Additional uncertainty stems from the quantification of actual or realized carbon removal or emission avoidance, which can entail costly processes. On the one hand, soil tests can produce more accurate measurements than remote sensing, but they are cost-prohibitive on a large scale. On the other hand, remote sensing technologies could be less expensive but produce very uncertain estimates of actual changes in greenhouse gas (GHG) emissions at the farm-level scale. A lack of scientific consensus on the linkages between soil dynamics, agricultural practices, and GHG dynamics at the farm level makes the coordination of multiple technologies to measure the actual production of carbon credits very challenging and can undermine the viability of an agricultural carbon market.

Carbon programs are currently dependent on angel investors and venture capital to finance their operations, and do not derive profits from selling carbon credits. Eventually, carbon programs will have to cover operating costs and generate profits from the sale of credits. That could generate sizable wedges between prices paid by consumers and prices received by farmers.
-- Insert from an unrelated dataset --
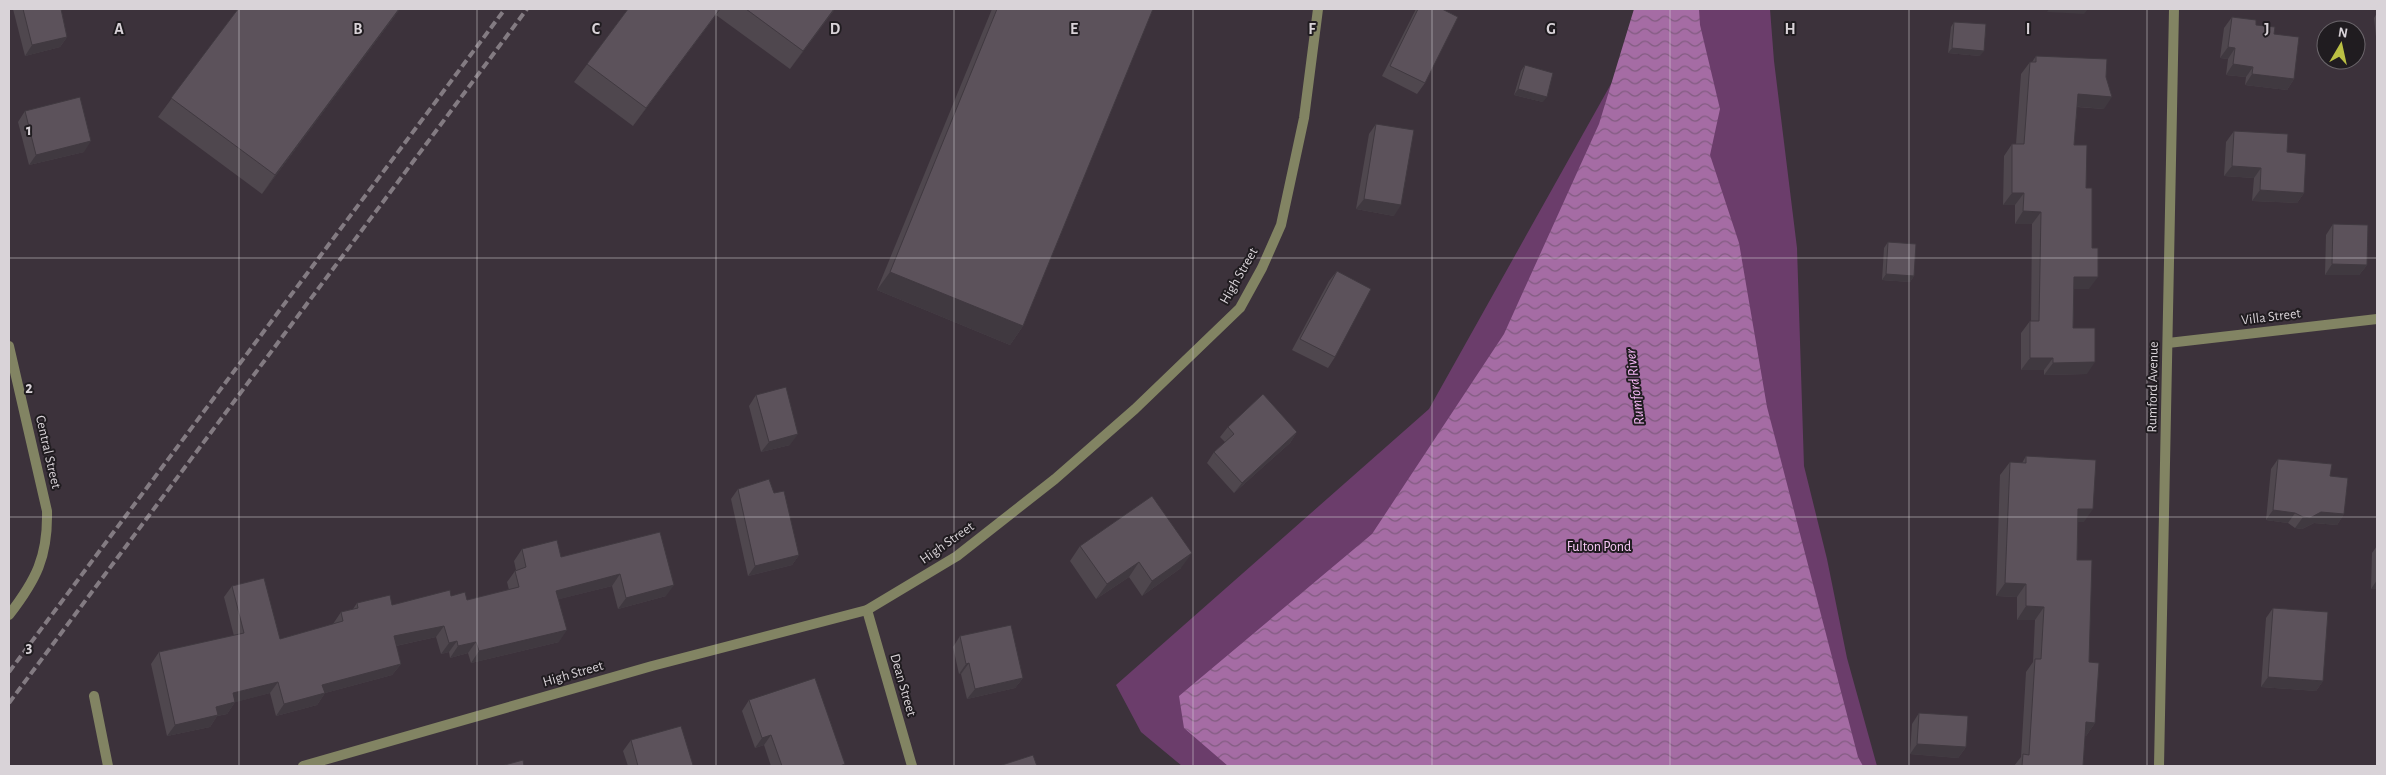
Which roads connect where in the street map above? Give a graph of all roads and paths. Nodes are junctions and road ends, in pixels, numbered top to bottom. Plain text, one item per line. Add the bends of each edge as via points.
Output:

Finally, agriculture is one of many potential sources of carbon credits. Buyers will consider the quality, price, and availability of carbon credits from competing sources such as forestry, industrial carbon sequestration, and international agriculture when making purchase decisions. Strategic consideration of competition and market structure in the supply side of the market is necessary to foster an agricultural carbon market.

In order to address the challenges described here, efforts must be devoted to:

  • Fill the science gaps generating uncertainty in the production of agricultural carbon credits;
  • Increase the transparency of the carbon farming industry and improve the credibility of agricultural carbon credits to at least a level comparable to that of carbon credits from forestry and renewable energy;
  • Develop and enforce minimum standards for carbon credits, promote economies of scale in the MRV system, and let the market define premiums and discounts with respect to the standard;
  • Develop a suite of tools to manage production, price, and legal risks for participating farmers, including:
    • Templates with suggested language to add to contractual agreements to protect the balance of powers between carbon programs, farmers, and credit buyers
    • Insurance policies for agricultural carbon production
    • Hybrid compensation systems with a minimum payment to enhance program participation plus performance-based premiums
    • Protocols for stacking payments from carbon programs (focused on GHGs), and environmental services beyond carbon (water quality and quantity, biodiversity, etc.)
    • Protocols for non-additional practices, since eventually all practices considered additional today will become the norm and therefore non-additional at the end of carbon farming contracts.